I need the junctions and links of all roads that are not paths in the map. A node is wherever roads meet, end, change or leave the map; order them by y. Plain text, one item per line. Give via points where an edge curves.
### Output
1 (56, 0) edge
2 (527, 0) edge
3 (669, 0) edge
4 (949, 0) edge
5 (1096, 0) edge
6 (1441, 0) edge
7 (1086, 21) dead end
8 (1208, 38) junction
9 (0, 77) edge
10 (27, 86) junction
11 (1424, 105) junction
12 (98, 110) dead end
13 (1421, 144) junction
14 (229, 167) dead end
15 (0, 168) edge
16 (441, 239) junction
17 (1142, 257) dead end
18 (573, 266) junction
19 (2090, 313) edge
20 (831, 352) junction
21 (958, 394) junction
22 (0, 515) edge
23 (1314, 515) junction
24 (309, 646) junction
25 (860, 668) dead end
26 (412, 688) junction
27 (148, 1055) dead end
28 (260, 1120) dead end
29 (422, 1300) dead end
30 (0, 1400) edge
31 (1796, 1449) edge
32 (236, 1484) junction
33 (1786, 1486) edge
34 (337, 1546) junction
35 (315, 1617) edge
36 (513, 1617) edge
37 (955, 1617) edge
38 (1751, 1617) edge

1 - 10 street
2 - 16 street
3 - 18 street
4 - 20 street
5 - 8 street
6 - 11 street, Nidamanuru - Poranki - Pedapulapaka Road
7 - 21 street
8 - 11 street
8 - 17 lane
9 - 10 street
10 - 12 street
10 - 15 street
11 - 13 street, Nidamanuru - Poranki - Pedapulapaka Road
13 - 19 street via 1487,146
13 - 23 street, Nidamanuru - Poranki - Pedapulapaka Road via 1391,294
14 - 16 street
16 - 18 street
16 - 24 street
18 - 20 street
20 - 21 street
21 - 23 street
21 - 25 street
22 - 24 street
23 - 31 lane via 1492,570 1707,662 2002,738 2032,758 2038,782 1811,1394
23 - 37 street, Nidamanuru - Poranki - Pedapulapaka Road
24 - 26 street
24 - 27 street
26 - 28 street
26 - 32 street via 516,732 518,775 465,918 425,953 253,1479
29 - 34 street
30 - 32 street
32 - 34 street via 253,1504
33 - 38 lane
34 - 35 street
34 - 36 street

Work item →
Copy out all the entries shown above, character for character.

Exercise answer →
I need the junctions and links of all roads that are not paths in the map. A node is wherever roads meet, end, change or leave the map; order them by y. Plain text, one item per line. Give via points where an edge curves.
### Output
1 (56, 0) edge
2 (527, 0) edge
3 (669, 0) edge
4 (949, 0) edge
5 (1096, 0) edge
6 (1441, 0) edge
7 (1086, 21) dead end
8 (1208, 38) junction
9 (0, 77) edge
10 (27, 86) junction
11 (1424, 105) junction
12 (98, 110) dead end
13 (1421, 144) junction
14 (229, 167) dead end
15 (0, 168) edge
16 (441, 239) junction
17 (1142, 257) dead end
18 (573, 266) junction
19 (2090, 313) edge
20 (831, 352) junction
21 (958, 394) junction
22 (0, 515) edge
23 (1314, 515) junction
24 (309, 646) junction
25 (860, 668) dead end
26 (412, 688) junction
27 (148, 1055) dead end
28 (260, 1120) dead end
29 (422, 1300) dead end
30 (0, 1400) edge
31 (1796, 1449) edge
32 (236, 1484) junction
33 (1786, 1486) edge
34 (337, 1546) junction
35 (315, 1617) edge
36 (513, 1617) edge
37 (955, 1617) edge
38 (1751, 1617) edge

1 - 10 street
2 - 16 street
3 - 18 street
4 - 20 street
5 - 8 street
6 - 11 street, Nidamanuru - Poranki - Pedapulapaka Road
7 - 21 street
8 - 11 street
8 - 17 lane
9 - 10 street
10 - 12 street
10 - 15 street
11 - 13 street, Nidamanuru - Poranki - Pedapulapaka Road
13 - 19 street via 1487,146
13 - 23 street, Nidamanuru - Poranki - Pedapulapaka Road via 1391,294
14 - 16 street
16 - 18 street
16 - 24 street
18 - 20 street
20 - 21 street
21 - 23 street
21 - 25 street
22 - 24 street
23 - 31 lane via 1492,570 1707,662 2002,738 2032,758 2038,782 1811,1394
23 - 37 street, Nidamanuru - Poranki - Pedapulapaka Road
24 - 26 street
24 - 27 street
26 - 28 street
26 - 32 street via 516,732 518,775 465,918 425,953 253,1479
29 - 34 street
30 - 32 street
32 - 34 street via 253,1504
33 - 38 lane
34 - 35 street
34 - 36 street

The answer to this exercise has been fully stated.